11. August 2026 | Stellungnahme, News

ÖKOBÜRO Stellungnahme: Geplante VwGVG-Novelle schwächt Rechtsschutz von Nachbar:innen und Umweltorganisationen

Das Bundeskanzleramt hat eine Novelle zum Verwaltungsgerichtsverfahren in Begutachtung geschickt, die vornehmlich Verfahren beschleunigen und den Rechtsschutz verbessern soll. ÖKOBÜRO teilt das Ziel zügiger, effizienter Verfahren, sieht im Entwurf aber genau das Gegenteil: Herzstück ist eine neue Regelung, wonach Nachbar:innen, Bürger:inneninitiativen und Umweltorganisationen ihre gesamte Kritik an einem Bescheid binnen vier Wochen vorbringen müssen – während Projektwerbende ihr Vorbringen bis zum Schluss der Verhandlung ergänzen dürfen. In einer Stellungnahme fordert ÖKOBÜRO die ersatzlose Streichung dieser Bestimmung.

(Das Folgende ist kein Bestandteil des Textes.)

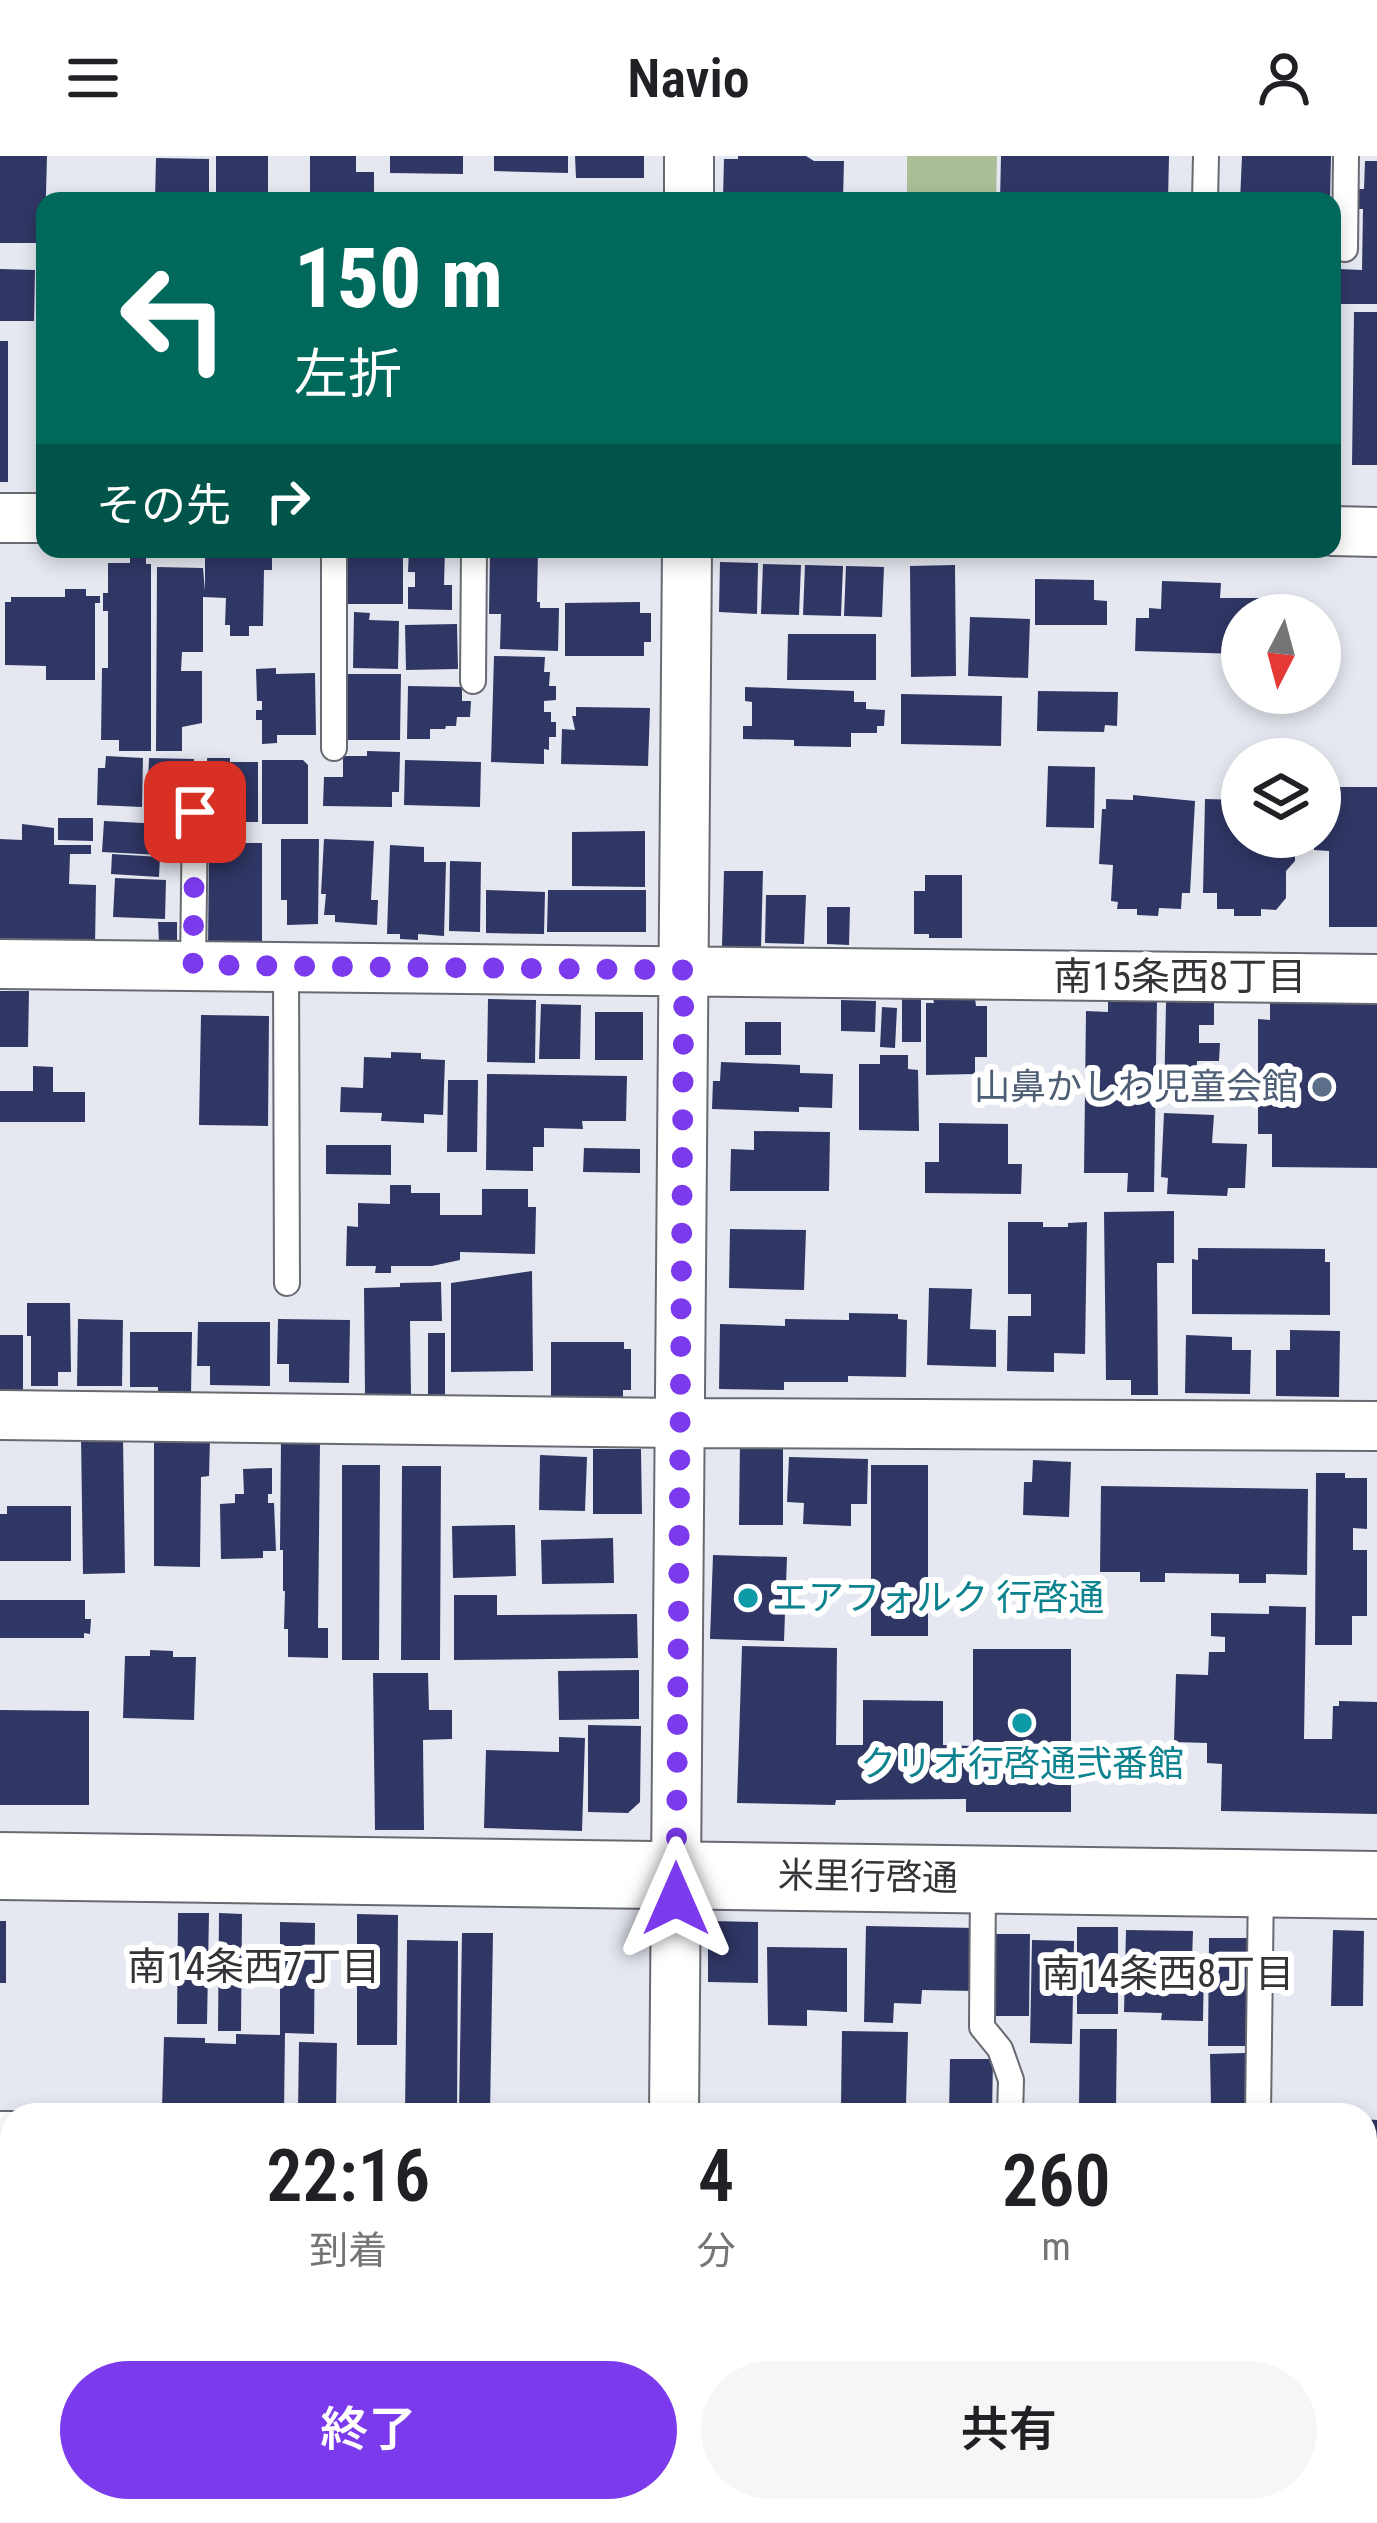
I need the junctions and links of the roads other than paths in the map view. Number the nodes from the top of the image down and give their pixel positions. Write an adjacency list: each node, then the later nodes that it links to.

Die Neuregelung bricht außerdem mit langjähriger Rechtsprechung des Verwaltungsgerichtshofs und ähnelt einer Regelung, die in Deutschland gerade dem EuGH zur Prüfung vorliegt – dort allerdings mit einer deutlich großzügigeren Zehn-Wochen-Frist. Aus Sicht von ÖKOBÜRO wäre es unverantwortlich, eine noch strengere Variante zu beschließen, bevor diese Frage europarechtlich geklärt ist. Tatsächlich beschleunigt würden Verfahren durch mehr Personal bei Behörden und Gerichten, bessere Planung und vor allem durch eine echte, zentrale Kundmachungsplattform, die es Betroffenen überhaupt erst ermöglicht, rechtzeitig von Verfahren zu erfahren – eine Forderung, die ÖKOBÜRO seit Jahren erhebt.